This is part two of a three-part miniseries that looks at how we improved join performance in the CrateDB 3.0 release.
For this batch of work, we were specifically only trying to improve equi-join performance. An equi-join is an inner join where the join condition has a single equality operator (=
) or multiple equality operators chained together with AND
operators.
In part one, Marios covered the following:
11,131x is impressive, but it's not the ~23,000x we advertise in the title. And this is where part two and three of this miniseries come in.
One of the limitations of the hash join algorithm is that one of the tables in the join has to fit entirely in memory on the node that is doing the join.
This wasn't an acceptable limitation for us, because we have specifically built CrateDB to ingest and process billions of records per day, with tables that would easily take up terabytes of RAM.
Terabytes of RAM is not beyond the realm of possibility for a single node.
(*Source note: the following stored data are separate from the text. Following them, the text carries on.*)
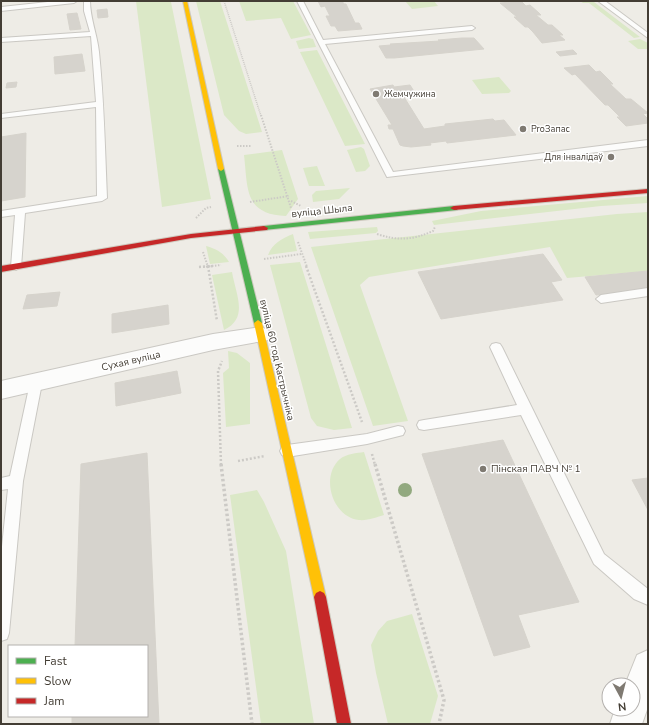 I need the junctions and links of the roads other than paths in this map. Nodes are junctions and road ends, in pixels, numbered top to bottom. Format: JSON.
{"nodes":[{"id":1,"x":74,"y":1,"type":"edge"},
{"id":2,"x":87,"y":1,"type":"edge"},
{"id":3,"x":185,"y":1,"type":"edge"},
{"id":4,"x":300,"y":1,"type":"edge"},
{"id":5,"x":600,"y":1,"type":"edge"},
{"id":6,"x":1,"y":9,"type":"edge"},
{"id":7,"x":472,"y":28,"type":"dead end"},
{"id":8,"x":94,"y":34,"type":"junction"},
{"id":9,"x":648,"y":36,"type":"edge"},
{"id":10,"x":1,"y":40,"type":"edge"},
{"id":11,"x":321,"y":42,"type":"junction"},
{"id":12,"x":100,"y":104,"type":"junction"},
{"id":13,"x":1,"y":116,"type":"edge"},
{"id":14,"x":648,"y":142,"type":"edge"},
{"id":15,"x":648,"y":191,"type":"edge"},
{"id":16,"x":20,"y":211,"type":"junction"},
{"id":17,"x":1,"y":214,"type":"edge"},
{"id":18,"x":235,"y":232,"type":"junction"},
{"id":19,"x":16,"y":267,"type":"junction"},
{"id":20,"x":1,"y":270,"type":"edge"},
{"id":21,"x":648,"y":292,"type":"edge"},
{"id":22,"x":601,"y":299,"type":"dead end"},
{"id":23,"x":261,"y":335,"type":"junction"},
{"id":24,"x":496,"y":346,"type":"dead end"},
{"id":25,"x":36,"y":383,"type":"junction"},
{"id":26,"x":1,"y":390,"type":"edge"},
{"id":27,"x":525,"y":409,"type":"junction"},
{"id":28,"x":424,"y":424,"type":"dead end"},
{"id":29,"x":398,"y":431,"type":"dead end"},
{"id":30,"x":287,"y":452,"type":"junction"},
{"id":31,"x":16,"y":481,"type":"junction"},
{"id":32,"x":1,"y":484,"type":"edge"},
{"id":33,"x":648,"y":597,"type":"edge"},
{"id":34,"x":1,"y":633,"type":"edge"},
{"id":35,"x":647,"y":669,"type":"edge"},
{"id":36,"x":641,"y":684,"type":"edge"},
{"id":37,"x":344,"y":724,"type":"edge"}],
"edges":[{"from":1,"to":6,"type":"lane"},
{"from":2,"to":8,"type":"lane"},
{"from":3,"to":18,"type":"street","name":"вуліца 60 год Кастрычніка"},
{"from":4,"to":11,"type":"lane"},
{"from":5,"to":9,"type":"lane"},
{"from":7,"to":11,"type":"lane"},
{"from":8,"to":10,"type":"lane"},
{"from":8,"to":12,"type":"lane"},
{"from":11,"to":14,"type":"lane"},
{"from":12,"to":13,"type":"lane"},
{"from":12,"to":16,"type":"lane"},
{"from":15,"to":18,"type":"street","name":"вуліца Шыла"},
{"from":16,"to":17,"type":"lane"},
{"from":16,"to":19,"type":"lane"},
{"from":18,"to":19,"type":"street","name":"вуліца Шыла"},
{"from":18,"to":23,"type":"street","name":"вуліца 60 год Кастрычніка"},
{"from":19,"to":20,"type":"street","name":"вуліца Шыла"},
{"from":21,"to":22,"type":"lane"},
{"from":23,"to":25,"type":"street","name":"Сухая вуліца"},
{"from":23,"to":30,"type":"street","name":"вуліца 60 год Кастрычніка"},
{"from":24,"to":27,"type":"lane"},
{"from":25,"to":26,"type":"street","name":"Сухая вуліца"},
{"from":25,"to":31,"type":"lane"},
{"from":27,"to":28,"type":"lane"},
{"from":27,"to":33,"type":"lane"},
{"from":29,"to":30,"type":"lane"},
{"from":30,"to":37,"type":"street","name":"вуліца 60 год Кастрычніка"},
{"from":31,"to":32,"type":"lane"},
{"from":31,"to":34,"type":"lane"},
{"from":35,"to":36,"type":"street"}]} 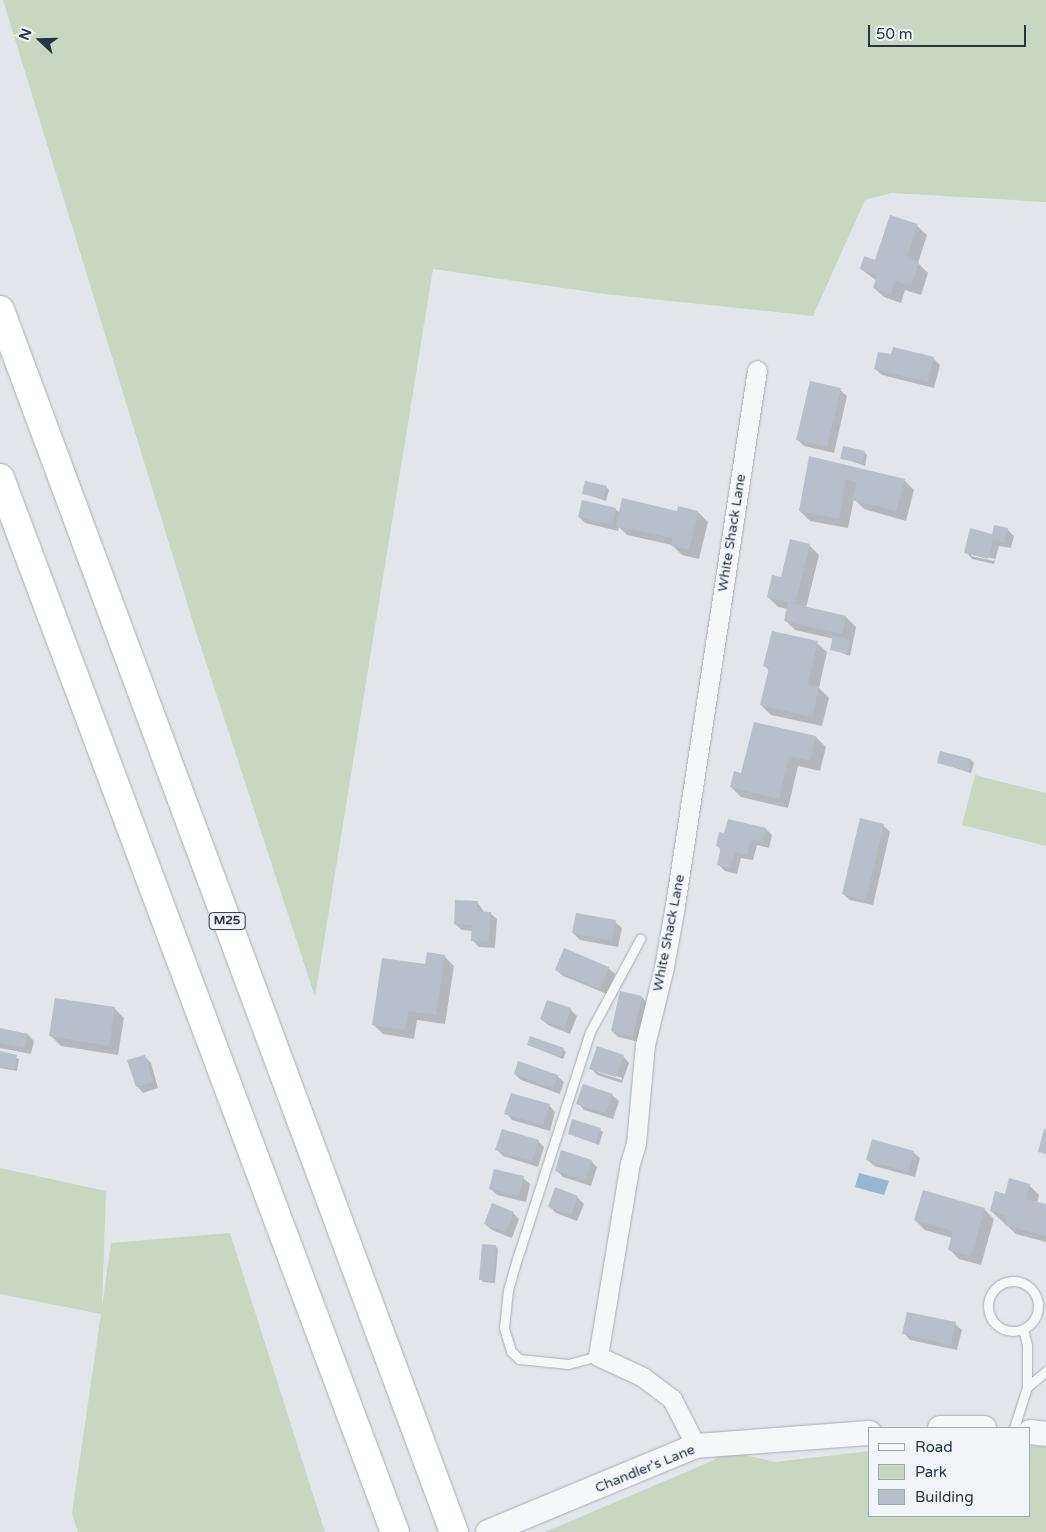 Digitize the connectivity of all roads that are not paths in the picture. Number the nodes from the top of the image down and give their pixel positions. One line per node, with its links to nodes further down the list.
1 (0, 310): 15 (highway, M25)
2 (757, 370): 6 (street, White Shack Lane)
3 (0, 478): 14 (highway)
4 (640, 939): 6 (lane)
5 (1023, 1329): 5 (lane); 8 (lane)
6 (598, 1356): 13 (street)
7 (1046, 1371): 8 (lane)
8 (1027, 1387): 9 (lane)
9 (1014, 1427)
10 (1031, 1432): 12 (street)
11 (868, 1434): 13 (street, Chandler's Lane)
12 (1046, 1434)
13 (696, 1446): 16 (street, Chandler's Lane)
14 (395, 1532)
15 (454, 1532)
16 (488, 1532) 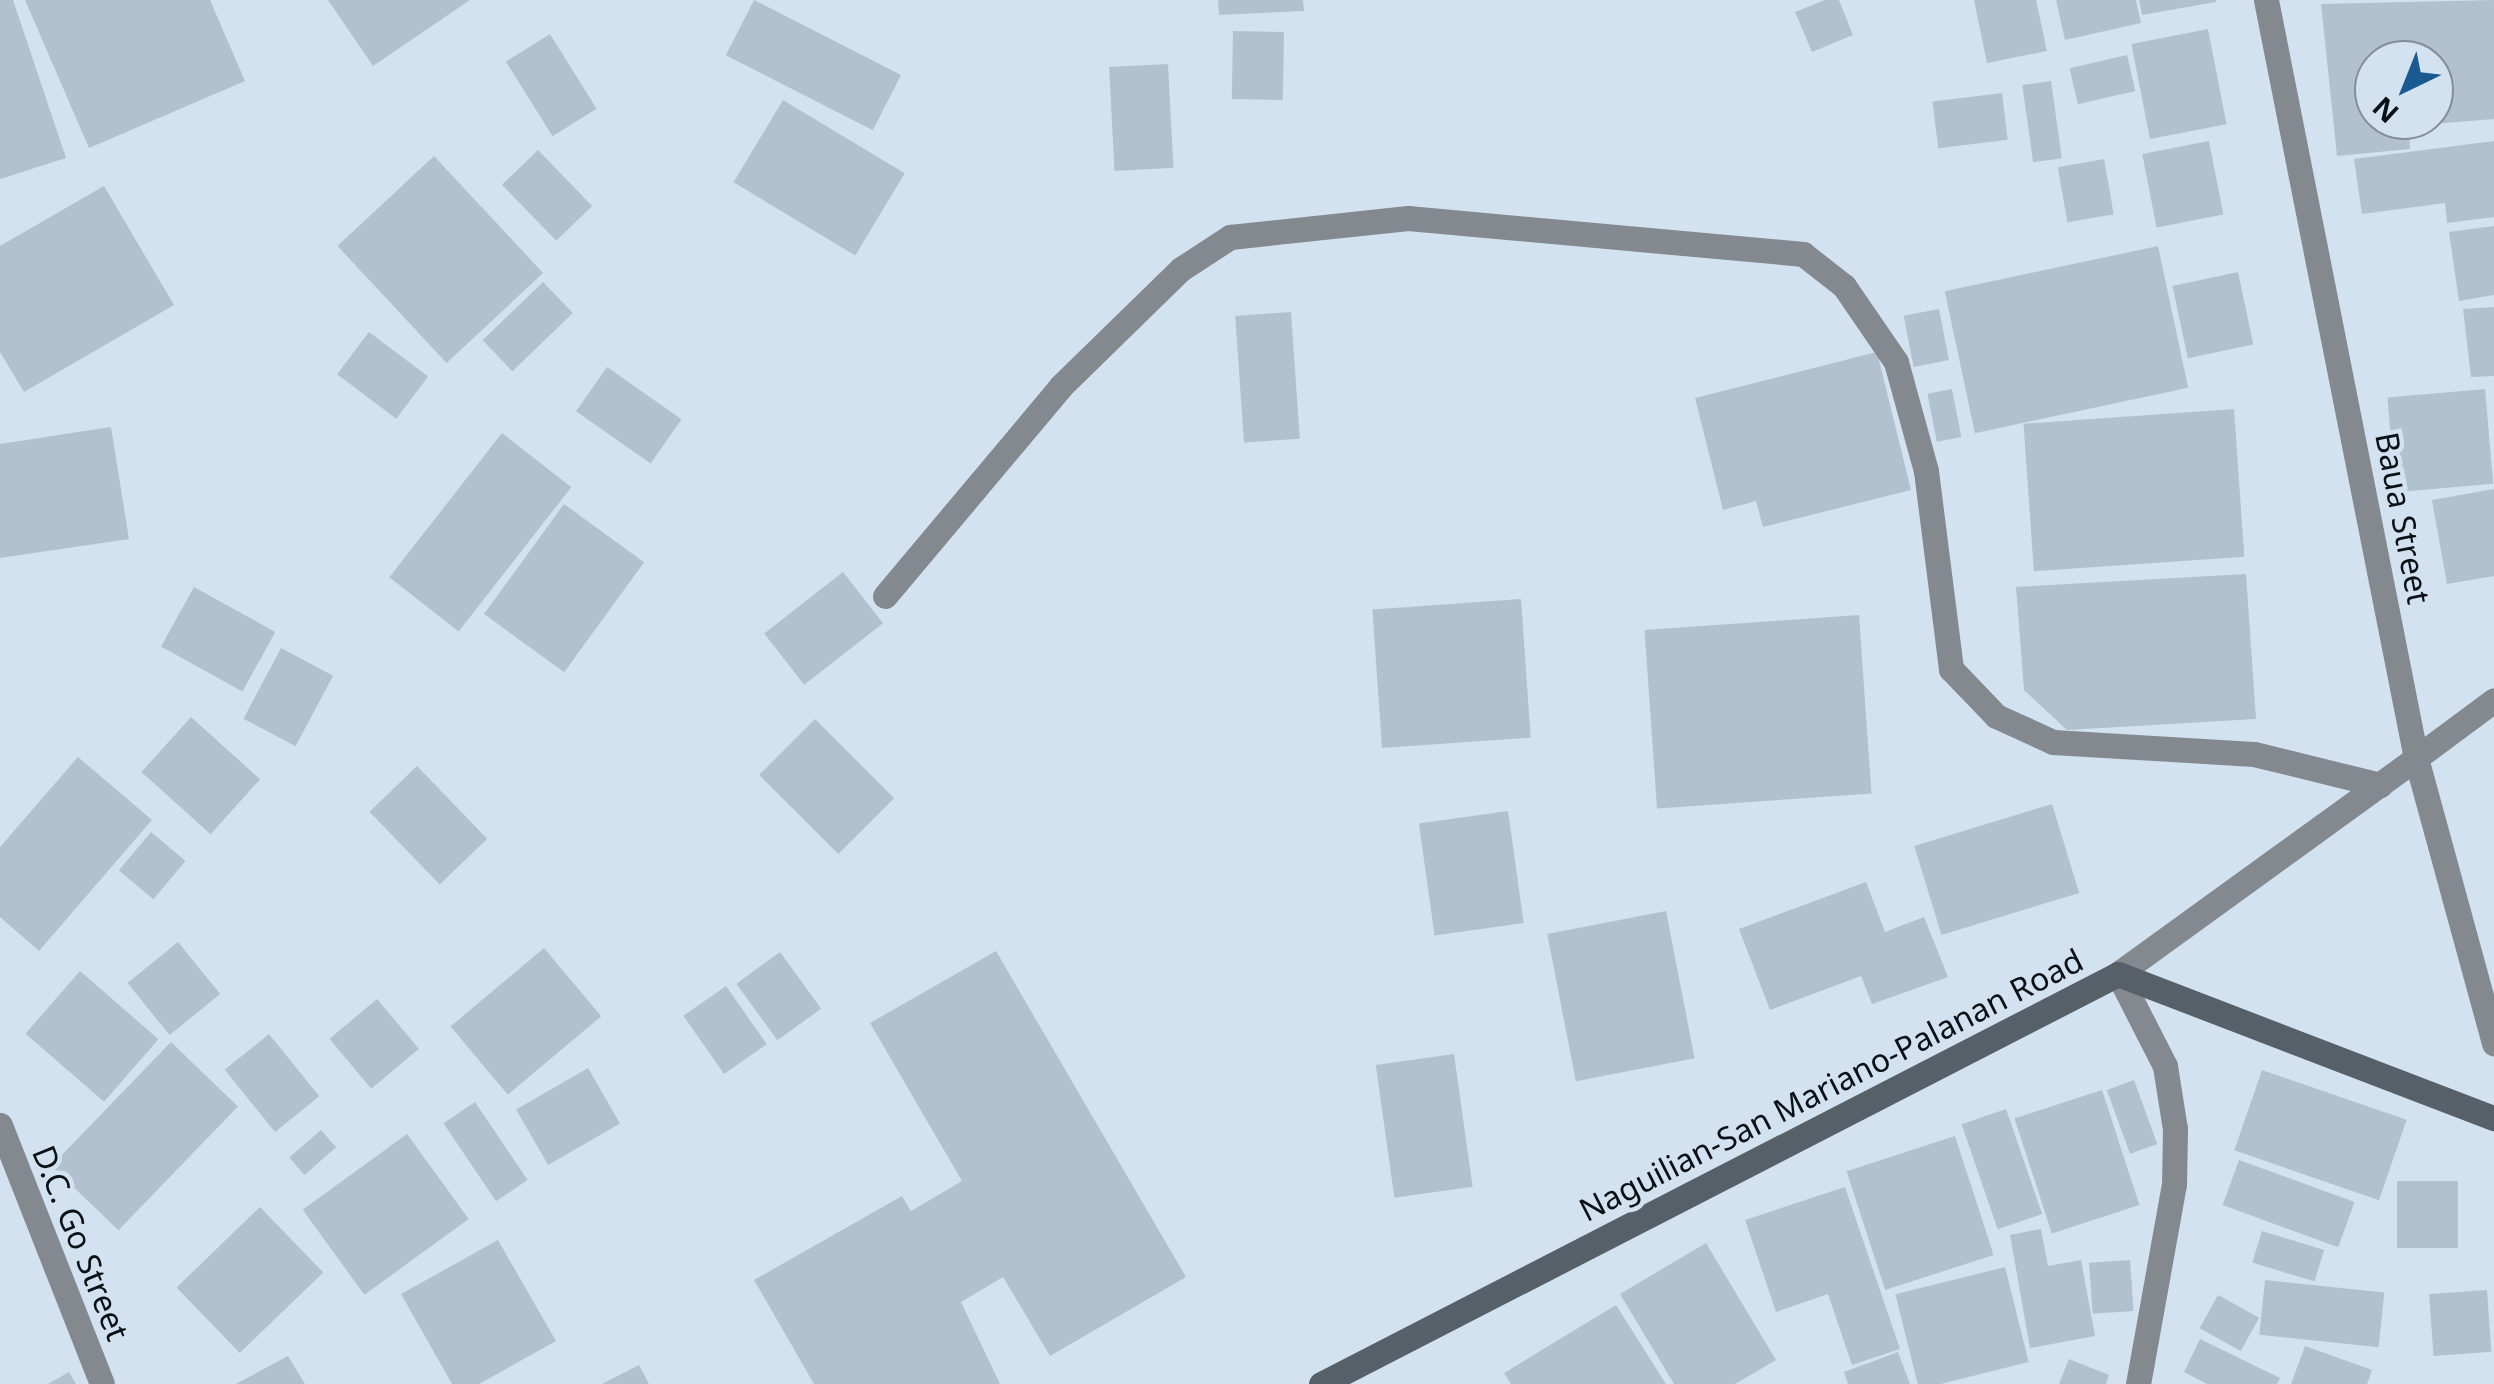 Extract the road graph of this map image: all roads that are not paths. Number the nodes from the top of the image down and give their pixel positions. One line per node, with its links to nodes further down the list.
1 (2266, 0): 4 (street, Baua Street)
2 (885, 596): 5 (street)
3 (2494, 700): 4 (street)
4 (2416, 758): 5 (street); 7 (street, Baua Street)
5 (2380, 786): 6 (street)
6 (2118, 974): 8 (main road, Naguilian-San Mariano-Palanan Road); 11 (main road, Naguilian-San Mariano-Palanan Road); 12 (street)
7 (2494, 1044)
8 (2494, 1118)
9 (0, 1125): 10 (street, D.C. Go Street)
10 (102, 1384)
11 (1321, 1384)
12 (2138, 1384)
But our goal is that you can run a high-performance CrateDB cluster using commodity hardware. And commodity hardware does not often come with terabytes of RAM.
Our solution? To implement the block hash join algorithm.
In this post, I'll talk you through what that means and how we achieved it.
Please note: join algorithms and their performance characteristics are common knowledge for RDBMS developers. This miniseries is written for people who want a behind the scenes look as we implement these algorithms and adapt them for CrateDB and our distributed SQL query execution engine.
Let's recap how the hash join algorithm works.
If you have read part one, or you have a good working knowledge of the hash join algorithm, you can skip to the next section.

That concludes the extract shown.